SUMMARY OF THE PRINCIPAL TERMS OF THE 2011 SHARE OPTION SCHEME

14. RIGHTS ON GENERAL OFFER

If a general offer by way of takeover is made to all the holders of Shares (or all such holders other than the offeror and/or any person controlled by the offeror and/or any person acting in association or concert with the offeror), and such offer becomes or is declared unconditional, the Option will immediately vest or otherwise becomes immediately exercisable and the Grantee shall be entitled to exercise the Option (to the extent not already exercised, whether or not the Option has become exercisable or not) at any time until the earlier of the expiry of the term of the Option as set forth in the Option Agreement or 14 days after the date on which the offer becomes or is declared unconditional or such longer period as the Board may determine following which the Option shall lapse.
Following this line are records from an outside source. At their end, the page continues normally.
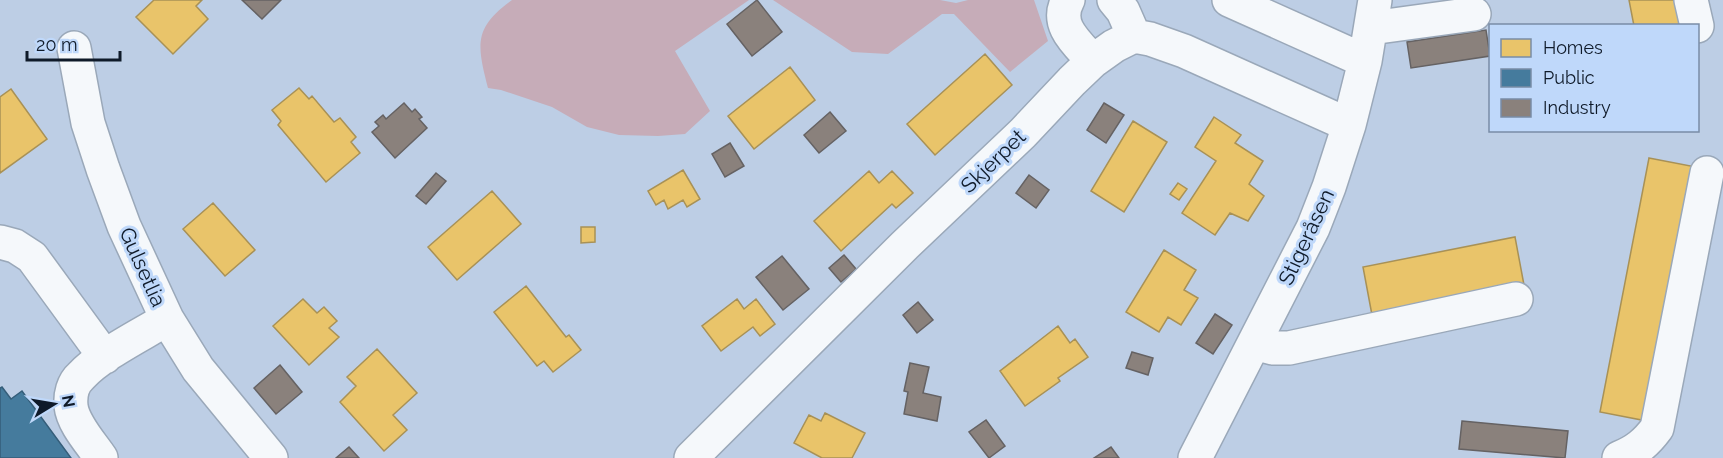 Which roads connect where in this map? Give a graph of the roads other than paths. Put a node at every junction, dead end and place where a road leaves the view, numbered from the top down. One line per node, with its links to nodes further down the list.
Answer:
1 (1068, 0): 10 (street)
2 (1114, 0): 8 (street)
3 (1691, 0): 7 (street)
4 (1244, 3): 11 (street)
5 (1373, 14): 6 (street); 11 (street, Stigeråsen)
6 (1474, 14)
7 (1696, 24)
8 (1134, 36): 10 (street, Skjerpet); 12 (street)
9 (74, 48): 16 (street, Gulsetlia)
10 (1093, 61): 21 (street, Skjerpet)
11 (1365, 61): 12 (street, Stigeråsen)
12 (1349, 125): 17 (street, Stigeråsen)
13 (1707, 173): 23 (street)
14 (0, 242): 18 (street)
15 (1516, 299): 17 (street)
16 (166, 319): 18 (street); 20 (street, Gulsetlia)
17 (1254, 343): 22 (street, Stigeråsen)
18 (105, 357): 19 (street)
19 (101, 458)
20 (271, 458)
21 (691, 458)
22 (1195, 458)
23 (1619, 458) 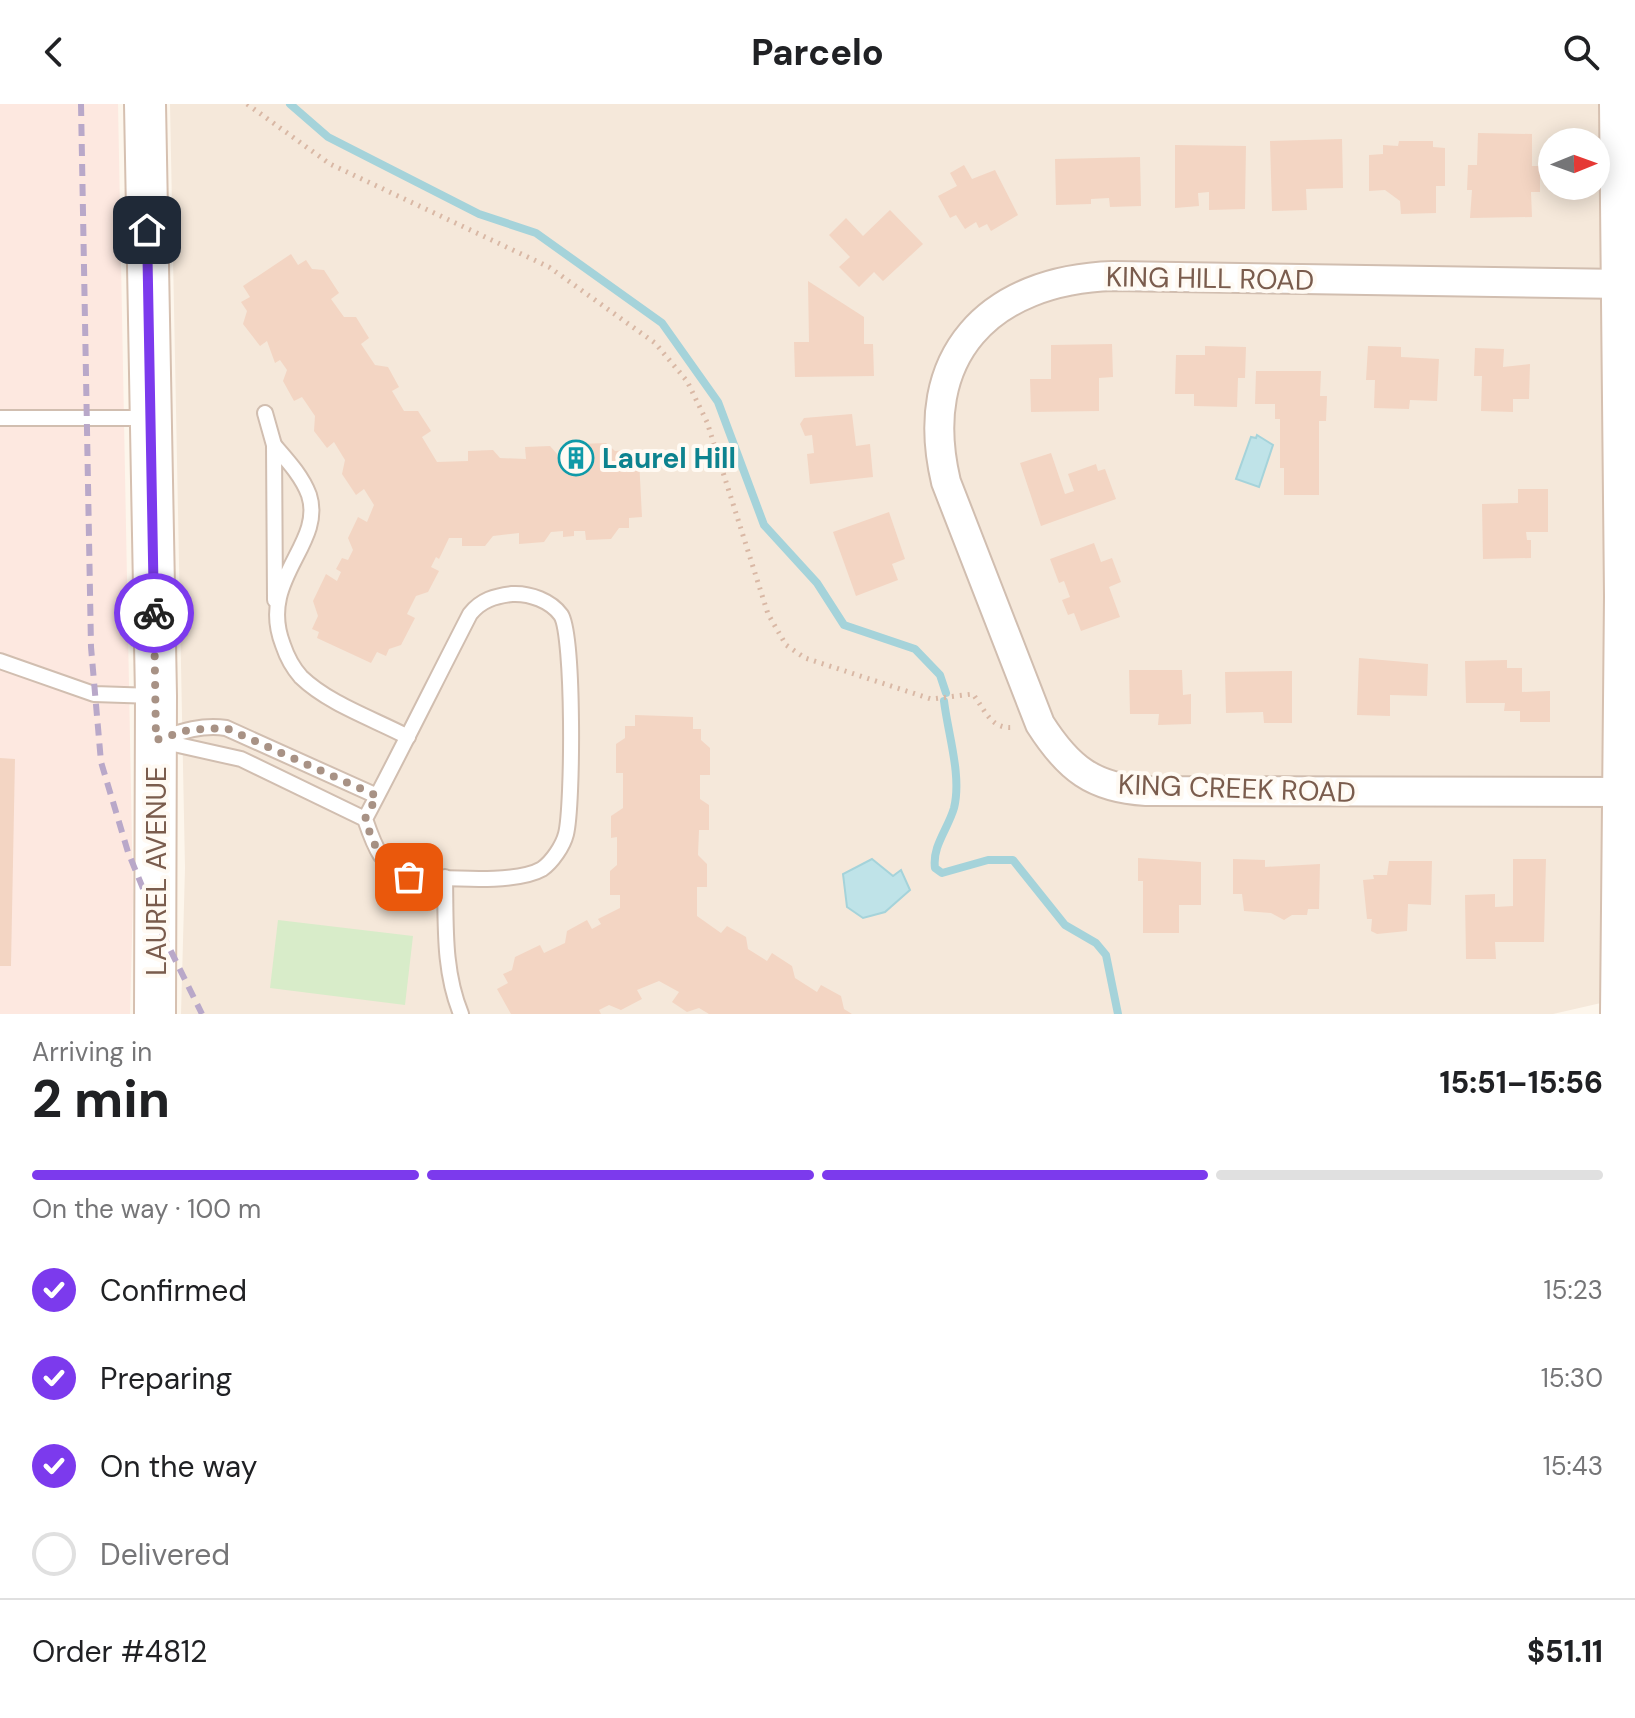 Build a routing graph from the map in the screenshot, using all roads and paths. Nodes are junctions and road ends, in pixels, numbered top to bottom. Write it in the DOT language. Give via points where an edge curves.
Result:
graph roads {
  1 [pos="145,104"];
  2 [pos="247,104"];
  3 [pos="1620,104"];
  4 [pos="1623,284"];
  5 [pos="265,413"];
  6 [pos="0,418"];
  7 [pos="150,418"];
  8 [pos="274,445"];
  9 [pos="946,482"];
  10 [pos="1630,488"];
  11 [pos="275,600"];
  12 [pos="0,661"];
  13 [pos="156,696"];
  14 [pos="1040,724"];
  15 [pos="408,737"];
  16 [pos="156,740"];
  17 [pos="1624,792"];
  18 [pos="377,796"];
  19 [pos="365,819"];
  20 [pos="445,877"];
  21 [pos="155,1014"];
  22 [pos="461,1014"];
  23 [pos="1621,1014"];
  1 -- 7 [label="street, LAUREL AVENUE"];
  2 -- 14 [label="path" via="330,164 549,267 655,343 699,402 768,614 794,652 931,699 973,694 1002,729"];
  3 -- 4 [label="street"];
  4 -- 9 [label="street, KING HILL ROAD" via="1113,276 1051,282 990,313 965,342 948,374 938,409 937,445"];
  4 -- 10 [label="street"];
  5 -- 8 [label="lane"];
  6 -- 7 [label="lane"];
  7 -- 13 [label="street, LAUREL AVENUE"];
  8 -- 11 [label="lane"];
  8 -- 11 [label="lane" via="298,475 311,512 307,533"];
  9 -- 14 [label="street, KING CREEK ROAD"];
  10 -- 17 [label="street"];
  11 -- 15 [label="lane" via="278,633 299,675"];
  12 -- 13 [label="lane" via="94,694"];
  13 -- 16 [label="street, LAUREL AVENUE"];
  14 -- 17 [label="street, KING CREEK ROAD" via="1070,765 1115,789"];
  15 -- 18 [label="lane"];
  15 -- 20 [label="lane" via="478,604 517,594 551,605 562,616 570,647 566,836 545,867 528,876"];
  16 -- 18 [label="lane" via="188,730 226,728"];
  16 -- 19 [label="lane" via="241,759"];
  16 -- 21 [label="street, LAUREL AVENUE"];
  17 -- 23 [label="street"];
  18 -- 19 [label="lane"];
  19 -- 20 [label="lane" via="374,846 395,872"];
  20 -- 22 [label="lane" via="447,958"];
}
15. RIGHTS ON COMPROMISE OR ARRANGEMENT

If a compromise or arrangement between the Company and its members or creditors is proposed for the purposes of the amalgamation of the Company with any other company or companies (including a takeover offer by way of a scheme of arrangement), the Company shall give notice to the Grantee on the same date as it despatches the notice to each member or creditor of the Company summoning the meeting to consider such compromise, arrangement or scheme, and thereupon the Grantee may, until the expiry of the period commencing on such date and ending on the earlier of the date two (2) calendar months thereafter or the date on which such compromise, scheme or arrangement is sanctioned by the court but in any case no later than the expiration of the term of such Option as set forth in the Option Agreement, exercise any of his Options (to the extent not already exercised whether the Options have become exercisable or not) whether in full or in part, but the exercise of an Option as aforesaid shall be conditional upon such compromise, scheme or arrangement being sanctioned by the court and becoming effective, and upon such compromise, scheme or arrangement becoming effective, all Options shall lapse except insofar as previously exercised under the 2011 Share Option Scheme. The Company may require the Grantee to transfer or otherwise deal with the Shares issued as a result of the exercise of Options in these circumstances so as to place the Grantee in the same position, as nearly as possible, as would have been the case had such Shares been subject to such compromise or arrangement. If the Option is not exercised within the time specified, the Option shall lapse.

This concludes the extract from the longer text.